• Assignment: Please return every line from the entries that has the string "roads" in it.

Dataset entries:
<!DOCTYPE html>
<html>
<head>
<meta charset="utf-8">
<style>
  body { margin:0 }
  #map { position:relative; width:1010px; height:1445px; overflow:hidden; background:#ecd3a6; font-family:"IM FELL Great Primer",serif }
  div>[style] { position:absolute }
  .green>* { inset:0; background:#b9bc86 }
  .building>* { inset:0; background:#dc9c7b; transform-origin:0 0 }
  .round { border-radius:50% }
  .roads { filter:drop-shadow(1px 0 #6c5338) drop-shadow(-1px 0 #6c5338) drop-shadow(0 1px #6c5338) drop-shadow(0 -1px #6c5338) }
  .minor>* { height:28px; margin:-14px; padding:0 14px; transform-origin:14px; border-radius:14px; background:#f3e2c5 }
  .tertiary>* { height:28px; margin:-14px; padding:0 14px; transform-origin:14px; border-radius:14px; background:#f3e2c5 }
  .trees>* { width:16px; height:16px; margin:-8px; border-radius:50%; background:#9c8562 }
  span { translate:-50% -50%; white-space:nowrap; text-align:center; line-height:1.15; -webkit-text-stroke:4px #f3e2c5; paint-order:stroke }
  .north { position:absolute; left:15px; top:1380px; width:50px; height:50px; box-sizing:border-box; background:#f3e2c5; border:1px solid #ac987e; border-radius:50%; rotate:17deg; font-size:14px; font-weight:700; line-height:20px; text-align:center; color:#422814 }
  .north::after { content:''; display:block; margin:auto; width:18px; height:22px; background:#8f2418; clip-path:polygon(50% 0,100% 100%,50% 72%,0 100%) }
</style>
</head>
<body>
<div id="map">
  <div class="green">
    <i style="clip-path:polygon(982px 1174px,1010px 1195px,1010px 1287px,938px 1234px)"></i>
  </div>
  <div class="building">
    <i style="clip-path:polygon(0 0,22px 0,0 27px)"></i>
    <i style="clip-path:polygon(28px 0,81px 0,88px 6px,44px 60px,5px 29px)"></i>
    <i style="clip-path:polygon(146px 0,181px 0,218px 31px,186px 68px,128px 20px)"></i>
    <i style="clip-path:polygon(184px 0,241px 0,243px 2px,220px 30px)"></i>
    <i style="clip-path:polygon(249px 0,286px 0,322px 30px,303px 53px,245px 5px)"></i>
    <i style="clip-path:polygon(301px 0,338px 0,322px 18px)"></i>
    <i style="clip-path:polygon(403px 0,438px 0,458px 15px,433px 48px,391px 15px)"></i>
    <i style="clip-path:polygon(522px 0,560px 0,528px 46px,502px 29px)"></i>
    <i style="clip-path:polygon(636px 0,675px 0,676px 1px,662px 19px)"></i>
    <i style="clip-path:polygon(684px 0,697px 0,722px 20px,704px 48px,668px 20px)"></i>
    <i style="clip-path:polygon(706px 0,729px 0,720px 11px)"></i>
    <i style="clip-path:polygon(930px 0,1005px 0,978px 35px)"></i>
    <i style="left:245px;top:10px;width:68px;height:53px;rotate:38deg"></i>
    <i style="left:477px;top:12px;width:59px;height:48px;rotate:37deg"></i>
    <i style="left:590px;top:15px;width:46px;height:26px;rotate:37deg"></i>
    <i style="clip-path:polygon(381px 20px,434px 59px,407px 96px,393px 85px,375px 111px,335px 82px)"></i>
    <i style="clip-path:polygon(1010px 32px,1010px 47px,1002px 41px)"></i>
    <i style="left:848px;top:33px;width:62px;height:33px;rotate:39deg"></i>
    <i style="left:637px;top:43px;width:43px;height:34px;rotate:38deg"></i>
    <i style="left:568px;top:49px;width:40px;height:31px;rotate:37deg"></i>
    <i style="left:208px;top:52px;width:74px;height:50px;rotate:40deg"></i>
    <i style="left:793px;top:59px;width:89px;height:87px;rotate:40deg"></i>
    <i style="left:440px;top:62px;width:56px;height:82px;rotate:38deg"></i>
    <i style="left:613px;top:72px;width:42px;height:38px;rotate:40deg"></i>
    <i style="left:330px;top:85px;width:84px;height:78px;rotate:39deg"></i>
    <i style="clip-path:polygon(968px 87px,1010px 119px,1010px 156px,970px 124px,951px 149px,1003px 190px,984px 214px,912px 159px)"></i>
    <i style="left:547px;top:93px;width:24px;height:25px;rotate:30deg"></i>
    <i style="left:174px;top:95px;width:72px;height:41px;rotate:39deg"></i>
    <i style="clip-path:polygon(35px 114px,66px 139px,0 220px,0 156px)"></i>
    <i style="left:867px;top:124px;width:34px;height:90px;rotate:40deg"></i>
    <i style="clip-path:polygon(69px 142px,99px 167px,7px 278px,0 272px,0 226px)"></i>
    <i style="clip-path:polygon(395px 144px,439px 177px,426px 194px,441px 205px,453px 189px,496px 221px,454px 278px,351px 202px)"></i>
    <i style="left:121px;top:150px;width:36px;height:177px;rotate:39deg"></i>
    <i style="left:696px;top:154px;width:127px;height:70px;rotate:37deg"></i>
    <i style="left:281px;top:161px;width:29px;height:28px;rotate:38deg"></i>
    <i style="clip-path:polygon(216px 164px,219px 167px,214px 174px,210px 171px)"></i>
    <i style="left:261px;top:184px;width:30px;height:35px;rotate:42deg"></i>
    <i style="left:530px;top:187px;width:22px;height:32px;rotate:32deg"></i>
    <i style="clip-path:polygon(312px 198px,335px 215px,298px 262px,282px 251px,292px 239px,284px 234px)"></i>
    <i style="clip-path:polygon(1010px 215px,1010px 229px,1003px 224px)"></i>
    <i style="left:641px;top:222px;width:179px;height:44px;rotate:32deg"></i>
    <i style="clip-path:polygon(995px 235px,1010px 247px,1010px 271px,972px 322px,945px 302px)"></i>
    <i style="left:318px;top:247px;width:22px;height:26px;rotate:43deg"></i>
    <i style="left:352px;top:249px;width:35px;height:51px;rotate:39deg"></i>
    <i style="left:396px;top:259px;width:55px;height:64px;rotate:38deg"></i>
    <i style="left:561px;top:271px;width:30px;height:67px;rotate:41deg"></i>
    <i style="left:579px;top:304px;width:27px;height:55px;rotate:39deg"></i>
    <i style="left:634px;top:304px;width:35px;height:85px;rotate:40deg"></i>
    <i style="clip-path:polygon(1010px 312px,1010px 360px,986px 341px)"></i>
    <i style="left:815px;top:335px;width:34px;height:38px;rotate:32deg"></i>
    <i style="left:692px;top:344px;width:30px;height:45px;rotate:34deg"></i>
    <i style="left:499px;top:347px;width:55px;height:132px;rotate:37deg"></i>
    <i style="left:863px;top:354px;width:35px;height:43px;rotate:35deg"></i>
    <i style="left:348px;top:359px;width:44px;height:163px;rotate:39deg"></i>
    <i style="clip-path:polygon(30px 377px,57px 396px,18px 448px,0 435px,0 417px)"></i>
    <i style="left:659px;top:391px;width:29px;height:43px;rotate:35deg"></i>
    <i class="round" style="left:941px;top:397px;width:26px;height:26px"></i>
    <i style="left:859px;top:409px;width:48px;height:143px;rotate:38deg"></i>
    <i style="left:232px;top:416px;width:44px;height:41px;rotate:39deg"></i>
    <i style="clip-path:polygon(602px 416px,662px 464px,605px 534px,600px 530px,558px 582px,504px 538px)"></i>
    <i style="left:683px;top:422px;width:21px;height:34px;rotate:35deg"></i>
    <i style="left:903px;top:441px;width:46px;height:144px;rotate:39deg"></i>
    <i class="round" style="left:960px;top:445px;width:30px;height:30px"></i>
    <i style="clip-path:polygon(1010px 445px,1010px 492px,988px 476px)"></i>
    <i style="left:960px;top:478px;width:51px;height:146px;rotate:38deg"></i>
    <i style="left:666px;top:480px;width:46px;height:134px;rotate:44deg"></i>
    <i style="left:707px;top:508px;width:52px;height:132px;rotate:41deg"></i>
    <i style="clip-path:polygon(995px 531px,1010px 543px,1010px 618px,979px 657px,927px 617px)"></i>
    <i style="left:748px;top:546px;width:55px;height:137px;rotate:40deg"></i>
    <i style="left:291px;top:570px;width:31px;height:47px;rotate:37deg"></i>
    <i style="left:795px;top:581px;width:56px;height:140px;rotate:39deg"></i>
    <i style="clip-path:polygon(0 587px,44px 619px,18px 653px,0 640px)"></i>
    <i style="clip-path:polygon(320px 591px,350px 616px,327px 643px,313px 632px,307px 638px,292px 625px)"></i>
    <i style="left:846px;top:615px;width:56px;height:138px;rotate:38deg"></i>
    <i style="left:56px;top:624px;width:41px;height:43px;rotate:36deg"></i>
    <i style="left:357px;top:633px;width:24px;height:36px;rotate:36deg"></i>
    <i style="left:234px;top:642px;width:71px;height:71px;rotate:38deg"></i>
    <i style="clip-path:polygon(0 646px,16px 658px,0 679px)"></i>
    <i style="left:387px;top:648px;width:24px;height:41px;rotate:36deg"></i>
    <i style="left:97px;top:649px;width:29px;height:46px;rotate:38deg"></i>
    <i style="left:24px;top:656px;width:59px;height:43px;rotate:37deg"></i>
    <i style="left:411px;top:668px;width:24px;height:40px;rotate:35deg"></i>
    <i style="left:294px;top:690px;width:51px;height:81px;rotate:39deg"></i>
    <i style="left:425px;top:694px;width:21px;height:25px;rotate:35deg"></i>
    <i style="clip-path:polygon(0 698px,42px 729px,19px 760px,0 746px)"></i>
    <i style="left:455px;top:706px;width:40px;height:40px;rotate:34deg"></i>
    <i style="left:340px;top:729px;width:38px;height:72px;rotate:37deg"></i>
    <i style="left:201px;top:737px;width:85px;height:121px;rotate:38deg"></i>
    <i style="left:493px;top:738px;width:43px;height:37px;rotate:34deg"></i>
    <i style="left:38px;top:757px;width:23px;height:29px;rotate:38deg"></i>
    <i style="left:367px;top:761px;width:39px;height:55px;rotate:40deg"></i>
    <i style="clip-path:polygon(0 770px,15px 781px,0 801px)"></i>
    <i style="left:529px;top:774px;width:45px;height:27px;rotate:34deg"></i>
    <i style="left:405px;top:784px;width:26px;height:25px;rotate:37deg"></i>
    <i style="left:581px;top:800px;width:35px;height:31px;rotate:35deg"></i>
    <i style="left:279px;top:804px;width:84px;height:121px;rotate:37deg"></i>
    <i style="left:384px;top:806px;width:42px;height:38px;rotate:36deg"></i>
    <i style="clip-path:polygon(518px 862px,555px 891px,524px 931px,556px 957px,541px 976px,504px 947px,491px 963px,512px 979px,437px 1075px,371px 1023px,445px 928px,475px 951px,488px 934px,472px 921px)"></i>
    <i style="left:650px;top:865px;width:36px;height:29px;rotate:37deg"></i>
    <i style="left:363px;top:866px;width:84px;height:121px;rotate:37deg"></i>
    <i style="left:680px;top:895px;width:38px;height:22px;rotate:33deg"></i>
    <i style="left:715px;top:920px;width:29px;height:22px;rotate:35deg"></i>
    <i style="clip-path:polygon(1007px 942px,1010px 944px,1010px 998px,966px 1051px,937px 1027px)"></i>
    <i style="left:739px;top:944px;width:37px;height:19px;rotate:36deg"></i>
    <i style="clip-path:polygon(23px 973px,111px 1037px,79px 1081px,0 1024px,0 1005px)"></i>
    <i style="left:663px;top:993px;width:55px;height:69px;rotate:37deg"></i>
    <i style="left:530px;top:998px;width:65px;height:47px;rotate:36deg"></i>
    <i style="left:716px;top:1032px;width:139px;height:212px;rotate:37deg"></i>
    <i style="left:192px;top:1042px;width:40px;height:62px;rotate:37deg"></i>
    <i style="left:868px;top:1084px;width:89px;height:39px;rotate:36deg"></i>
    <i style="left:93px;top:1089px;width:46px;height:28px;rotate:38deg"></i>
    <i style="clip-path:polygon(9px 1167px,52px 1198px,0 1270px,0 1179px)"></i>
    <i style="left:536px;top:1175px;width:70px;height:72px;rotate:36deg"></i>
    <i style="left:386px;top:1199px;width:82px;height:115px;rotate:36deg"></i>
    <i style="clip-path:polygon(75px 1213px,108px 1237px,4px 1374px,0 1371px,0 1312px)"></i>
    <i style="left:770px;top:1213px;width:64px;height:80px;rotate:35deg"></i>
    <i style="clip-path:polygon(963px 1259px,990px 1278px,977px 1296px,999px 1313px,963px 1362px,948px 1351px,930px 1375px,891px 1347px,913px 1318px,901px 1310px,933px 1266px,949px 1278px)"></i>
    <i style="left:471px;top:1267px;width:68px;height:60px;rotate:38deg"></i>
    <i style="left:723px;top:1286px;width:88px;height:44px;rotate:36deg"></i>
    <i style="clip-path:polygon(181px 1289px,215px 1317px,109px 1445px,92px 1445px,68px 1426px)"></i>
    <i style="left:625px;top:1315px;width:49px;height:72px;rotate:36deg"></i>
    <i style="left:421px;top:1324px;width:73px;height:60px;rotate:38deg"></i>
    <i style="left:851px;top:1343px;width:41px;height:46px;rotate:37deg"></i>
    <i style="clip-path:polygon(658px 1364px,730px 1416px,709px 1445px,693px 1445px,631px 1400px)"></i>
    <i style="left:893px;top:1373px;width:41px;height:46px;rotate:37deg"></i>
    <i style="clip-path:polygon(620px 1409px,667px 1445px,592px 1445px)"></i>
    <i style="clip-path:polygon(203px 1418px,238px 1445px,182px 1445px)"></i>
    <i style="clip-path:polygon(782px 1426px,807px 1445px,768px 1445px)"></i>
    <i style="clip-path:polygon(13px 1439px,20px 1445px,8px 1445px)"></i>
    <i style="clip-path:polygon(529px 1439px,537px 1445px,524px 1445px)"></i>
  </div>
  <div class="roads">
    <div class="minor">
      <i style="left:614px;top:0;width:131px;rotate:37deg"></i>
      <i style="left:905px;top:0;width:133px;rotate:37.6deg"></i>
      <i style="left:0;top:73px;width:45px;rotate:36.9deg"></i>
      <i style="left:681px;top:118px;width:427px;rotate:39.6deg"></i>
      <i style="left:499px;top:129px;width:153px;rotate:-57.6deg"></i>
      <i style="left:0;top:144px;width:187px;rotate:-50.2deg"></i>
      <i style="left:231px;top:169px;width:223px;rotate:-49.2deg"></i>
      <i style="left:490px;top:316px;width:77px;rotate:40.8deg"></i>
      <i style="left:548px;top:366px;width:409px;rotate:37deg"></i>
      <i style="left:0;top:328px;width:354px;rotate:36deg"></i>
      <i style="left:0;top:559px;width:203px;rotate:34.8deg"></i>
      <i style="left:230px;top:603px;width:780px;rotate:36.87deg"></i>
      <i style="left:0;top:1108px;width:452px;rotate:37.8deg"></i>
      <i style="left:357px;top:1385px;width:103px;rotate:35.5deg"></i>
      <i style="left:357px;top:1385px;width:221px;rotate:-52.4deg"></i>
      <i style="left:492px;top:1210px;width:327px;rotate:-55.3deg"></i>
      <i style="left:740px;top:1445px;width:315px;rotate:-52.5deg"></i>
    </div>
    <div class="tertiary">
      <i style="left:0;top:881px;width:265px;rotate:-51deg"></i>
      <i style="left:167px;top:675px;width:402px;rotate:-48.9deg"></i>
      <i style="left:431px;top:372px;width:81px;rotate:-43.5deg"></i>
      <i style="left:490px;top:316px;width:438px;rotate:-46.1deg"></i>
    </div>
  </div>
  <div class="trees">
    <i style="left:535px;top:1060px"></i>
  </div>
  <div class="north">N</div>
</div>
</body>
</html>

• Answer below:
  .roads { filter:drop-shadow(1px 0 #6c5338) drop-shadow(-1px 0 #6c5338) drop-shadow(0 1px #6c5338) drop-shadow(0 -1px #6c5338) }
  <div class="roads">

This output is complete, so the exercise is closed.